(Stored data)
════════

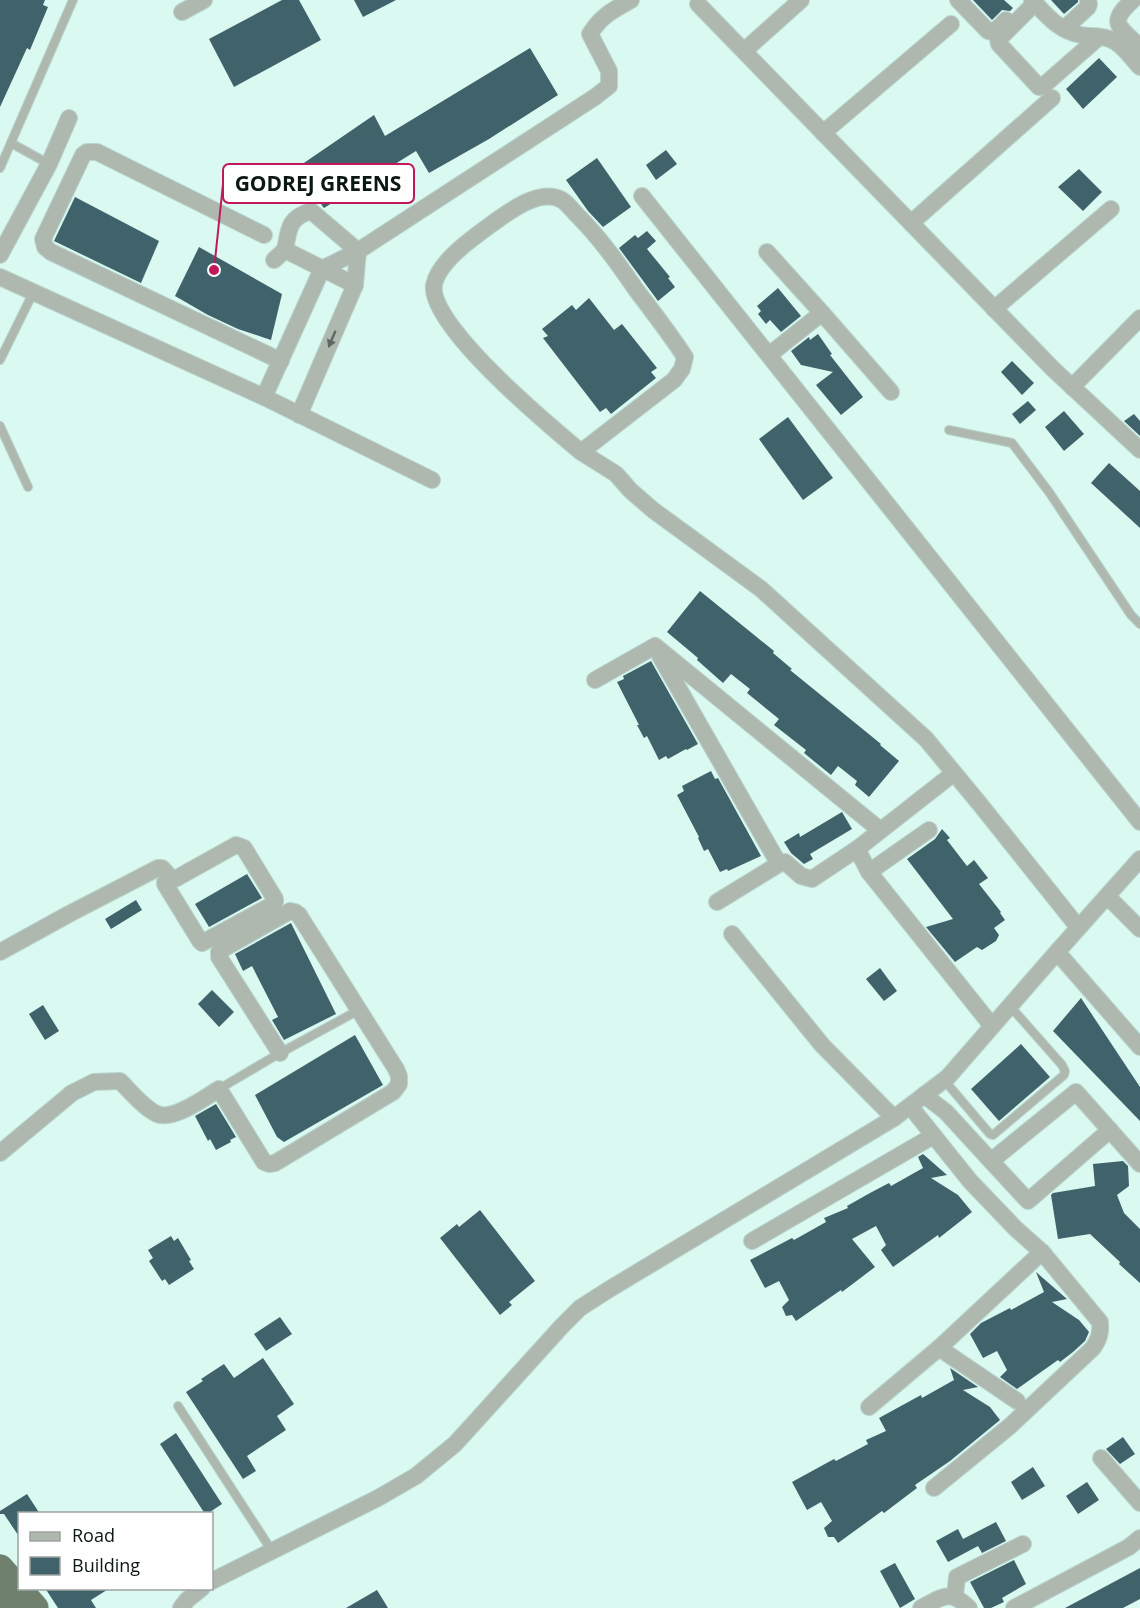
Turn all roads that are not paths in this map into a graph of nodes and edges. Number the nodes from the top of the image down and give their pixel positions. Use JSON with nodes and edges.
{"nodes":[{"id":1,"x":73,"y":0,"type":"edge"},
{"id":2,"x":204,"y":0,"type":"edge"},
{"id":3,"x":631,"y":0,"type":"edge"},
{"id":4,"x":801,"y":0,"type":"edge"},
{"id":5,"x":958,"y":0,"type":"edge"},
{"id":6,"x":1088,"y":0,"type":"edge"},
{"id":7,"x":1132,"y":0,"type":"edge"},
{"id":8,"x":1034,"y":1,"type":"edge"},
{"id":9,"x":698,"y":4,"type":"dead end"},
{"id":10,"x":182,"y":12,"type":"dead end"},
{"id":11,"x":951,"y":24,"type":"dead end"},
{"id":12,"x":1064,"y":29,"type":"junction"},
{"id":13,"x":1099,"y":37,"type":"junction"},
{"id":14,"x":1140,"y":47,"type":"edge"},
{"id":15,"x":744,"y":51,"type":"junction"},
{"id":16,"x":1140,"y":67,"type":"edge"},
{"id":17,"x":1052,"y":98,"type":"dead end"},
{"id":18,"x":69,"y":118,"type":"dead end"},
{"id":19,"x":823,"y":133,"type":"junction"},
{"id":20,"x":11,"y":142,"type":"junction"},
{"id":21,"x":49,"y":164,"type":"junction"},
{"id":22,"x":0,"y":168,"type":"edge"},
{"id":23,"x":642,"y":196,"type":"dead end"},
{"id":24,"x":1111,"y":209,"type":"dead end"},
{"id":25,"x":911,"y":223,"type":"junction"},
{"id":26,"x":264,"y":236,"type":"dead end"},
{"id":27,"x":358,"y":250,"type":"junction"},
{"id":28,"x":767,"y":252,"type":"dead end"},
{"id":29,"x":0,"y":255,"type":"edge"},
{"id":30,"x":322,"y":269,"type":"junction"},
{"id":31,"x":0,"y":277,"type":"edge"},
{"id":32,"x":355,"y":285,"type":"junction"},
{"id":33,"x":33,"y":293,"type":"junction"},
{"id":34,"x":994,"y":309,"type":"junction"},
{"id":35,"x":822,"y":313,"type":"junction"},
{"id":36,"x":1140,"y":318,"type":"edge"},
{"id":37,"x":769,"y":355,"type":"junction"},
{"id":38,"x":0,"y":360,"type":"edge"},
{"id":39,"x":281,"y":361,"type":"junction"},
{"id":40,"x":1072,"y":387,"type":"junction"},
{"id":41,"x":891,"y":392,"type":"dead end"},
{"id":42,"x":264,"y":397,"type":"junction"},
{"id":43,"x":299,"y":415,"type":"junction"},
{"id":44,"x":0,"y":426,"type":"edge"},
{"id":45,"x":949,"y":430,"type":"dead end"},
{"id":46,"x":1140,"y":450,"type":"edge"},
{"id":47,"x":581,"y":452,"type":"junction"},
{"id":48,"x":432,"y":480,"type":"dead end"},
{"id":49,"x":28,"y":487,"type":"dead end"},
{"id":50,"x":1140,"y":624,"type":"edge"},
{"id":51,"x":655,"y":646,"type":"junction"},
{"id":52,"x":595,"y":680,"type":"dead end"},
{"id":53,"x":954,"y":773,"type":"junction"},
{"id":54,"x":1140,"y":822,"type":"edge"},
{"id":55,"x":880,"y":830,"type":"junction"},
{"id":56,"x":929,"y":830,"type":"dead end"},
{"id":57,"x":857,"y":849,"type":"junction"},
{"id":58,"x":1140,"y":859,"type":"edge"},
{"id":59,"x":779,"y":864,"type":"junction"},
{"id":60,"x":869,"y":872,"type":"junction"},
{"id":61,"x":170,"y":878,"type":"junction"},
{"id":62,"x":1107,"y":896,"type":"junction"},
{"id":63,"x":717,"y":902,"type":"dead end"},
{"id":64,"x":1078,"y":927,"type":"junction"},
{"id":65,"x":1140,"y":929,"type":"edge"},
{"id":66,"x":732,"y":934,"type":"dead end"},
{"id":67,"x":1057,"y":951,"type":"junction"},
{"id":68,"x":0,"y":952,"type":"edge"},
{"id":69,"x":1009,"y":1006,"type":"junction"},
{"id":70,"x":359,"y":1010,"type":"junction"},
{"id":71,"x":992,"y":1026,"type":"junction"},
{"id":72,"x":1140,"y":1047,"type":"edge"},
{"id":73,"x":280,"y":1053,"type":"junction"},
{"id":74,"x":944,"y":1080,"type":"junction"},
{"id":75,"x":219,"y":1089,"type":"junction"},
{"id":76,"x":924,"y":1095,"type":"junction"},
{"id":77,"x":910,"y":1106,"type":"junction"},
{"id":78,"x":894,"y":1118,"type":"junction"},
{"id":79,"x":1110,"y":1130,"type":"junction"},
{"id":80,"x":933,"y":1136,"type":"junction"},
{"id":81,"x":0,"y":1153,"type":"edge"},
{"id":82,"x":991,"y":1161,"type":"junction"},
{"id":83,"x":1140,"y":1164,"type":"edge"},
{"id":84,"x":752,"y":1241,"type":"dead end"},
{"id":85,"x":1042,"y":1252,"type":"junction"},
{"id":86,"x":939,"y":1348,"type":"junction"},
{"id":87,"x":1017,"y":1401,"type":"dead end"},
{"id":88,"x":178,"y":1406,"type":"dead end"},
{"id":89,"x":869,"y":1407,"type":"dead end"},
{"id":90,"x":1101,"y":1458,"type":"dead end"},
{"id":91,"x":934,"y":1488,"type":"dead end"},
{"id":92,"x":1140,"y":1503,"type":"edge"},
{"id":93,"x":1140,"y":1538,"type":"edge"},
{"id":94,"x":1023,"y":1544,"type":"dead end"},
{"id":95,"x":272,"y":1551,"type":"junction"},
{"id":96,"x":0,"y":1568,"type":"edge"},
{"id":97,"x":213,"y":1580,"type":"edge"},
{"id":98,"x":18,"y":1589,"type":"edge"},
{"id":99,"x":19,"y":1590,"type":"edge"},
{"id":100,"x":200,"y":1590,"type":"edge"},
{"id":101,"x":955,"y":1596,"type":"junction"},
{"id":102,"x":0,"y":1597,"type":"edge"},
{"id":103,"x":9,"y":1608,"type":"edge"},
{"id":104,"x":35,"y":1608,"type":"edge"},
{"id":105,"x":181,"y":1608,"type":"edge"},
{"id":106,"x":921,"y":1608,"type":"edge"},
{"id":107,"x":969,"y":1608,"type":"edge"},
{"id":108,"x":1014,"y":1608,"type":"edge"}],
"edges":[{"from":1,"to":20,"type":"lane"},
{"from":2,"to":10,"type":"street"},
{"from":3,"to":27,"type":"street"},
{"from":4,"to":15,"type":"street"},
{"from":5,"to":8,"type":"street"},
{"from":6,"to":12,"type":"street"},
{"from":7,"to":14,"type":"street"},
{"from":8,"to":12,"type":"street"},
{"from":8,"to":13,"type":"street"},
{"from":9,"to":15,"type":"street"},
{"from":11,"to":19,"type":"street"},
{"from":12,"to":13,"type":"street"},
{"from":13,"to":16,"type":"street"},
{"from":15,"to":19,"type":"street"},
{"from":17,"to":25,"type":"street"},
{"from":18,"to":21,"type":"street"},
{"from":19,"to":25,"type":"street"},
{"from":20,"to":21,"type":"lane"},
{"from":20,"to":22,"type":"lane"},
{"from":21,"to":29,"type":"street"},
{"from":23,"to":37,"type":"street"},
{"from":24,"to":34,"type":"street"},
{"from":25,"to":34,"type":"street"},
{"from":26,"to":39,"type":"street"},
{"from":27,"to":30,"type":"street"},
{"from":27,"to":30,"type":"street"},
{"from":27,"to":32,"type":"street"},
{"from":28,"to":35,"type":"street"},
{"from":30,"to":32,"type":"street"},
{"from":30,"to":39,"type":"street"},
{"from":31,"to":33,"type":"street"},
{"from":32,"to":43,"type":"street","one_way":true},
{"from":33,"to":38,"type":"lane"},
{"from":33,"to":42,"type":"street"},
{"from":34,"to":40,"type":"street"},
{"from":35,"to":37,"type":"street"},
{"from":35,"to":41,"type":"street"},
{"from":36,"to":40,"type":"street"},
{"from":37,"to":54,"type":"street"},
{"from":39,"to":42,"type":"street"},
{"from":40,"to":46,"type":"street"},
{"from":42,"to":43,"type":"street"},
{"from":43,"to":48,"type":"street"},
{"from":44,"to":49,"type":"lane"},
{"from":45,"to":50,"type":"lane"},
{"from":47,"to":47,"type":"street"},
{"from":47,"to":53,"type":"street"},
{"from":51,"to":52,"type":"street"},
{"from":51,"to":55,"type":"street"},
{"from":51,"to":59,"type":"street"},
{"from":53,"to":55,"type":"street"},
{"from":53,"to":64,"type":"street"},
{"from":55,"to":57,"type":"street"},
{"from":56,"to":60,"type":"street"},
{"from":57,"to":59,"type":"street"},
{"from":57,"to":60,"type":"street"},
{"from":58,"to":62,"type":"street"},
{"from":59,"to":63,"type":"street"},
{"from":60,"to":71,"type":"street"},
{"from":61,"to":61,"type":"street"},
{"from":61,"to":68,"type":"street"},
{"from":62,"to":64,"type":"street"},
{"from":62,"to":65,"type":"street"},
{"from":64,"to":67,"type":"street"},
{"from":66,"to":78,"type":"street"},
{"from":67,"to":69,"type":"street"},
{"from":67,"to":72,"type":"street"},
{"from":69,"to":71,"type":"street"},
{"from":69,"to":74,"type":"lane"},
{"from":70,"to":73,"type":"lane"},
{"from":70,"to":73,"type":"street"},
{"from":70,"to":75,"type":"street"},
{"from":71,"to":74,"type":"street"},
{"from":73,"to":75,"type":"lane"},
{"from":74,"to":76,"type":"street"},
{"from":75,"to":81,"type":"street"},
{"from":76,"to":77,"type":"street"},
{"from":76,"to":82,"type":"street"},
{"from":77,"to":78,"type":"street"},
{"from":77,"to":80,"type":"street"},
{"from":78,"to":95,"type":"street"},
{"from":79,"to":82,"type":"street"},
{"from":79,"to":82,"type":"street"},
{"from":79,"to":83,"type":"street"},
{"from":80,"to":84,"type":"street"},
{"from":80,"to":85,"type":"street"},
{"from":85,"to":86,"type":"street"},
{"from":85,"to":91,"type":"street"},
{"from":86,"to":87,"type":"street"},
{"from":86,"to":89,"type":"street"},
{"from":88,"to":95,"type":"lane"},
{"from":90,"to":92,"type":"street"},
{"from":93,"to":108,"type":"street"},
{"from":94,"to":101,"type":"street"},
{"from":95,"to":97,"type":"street"},
{"from":96,"to":98,"type":"highway"},
{"from":99,"to":104,"type":"highway"},
{"from":100,"to":105,"type":"street"},
{"from":101,"to":106,"type":"street"},
{"from":101,"to":107,"type":"street"},
{"from":102,"to":103,"type":"highway"}]}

════════

== The task ==
If a line in the data above holds the string "highway", copy it.

== Response for this exercise ==
{"from":96,"to":98,"type":"highway"},
{"from":99,"to":104,"type":"highway"},
{"from":102,"to":103,"type":"highway"}]}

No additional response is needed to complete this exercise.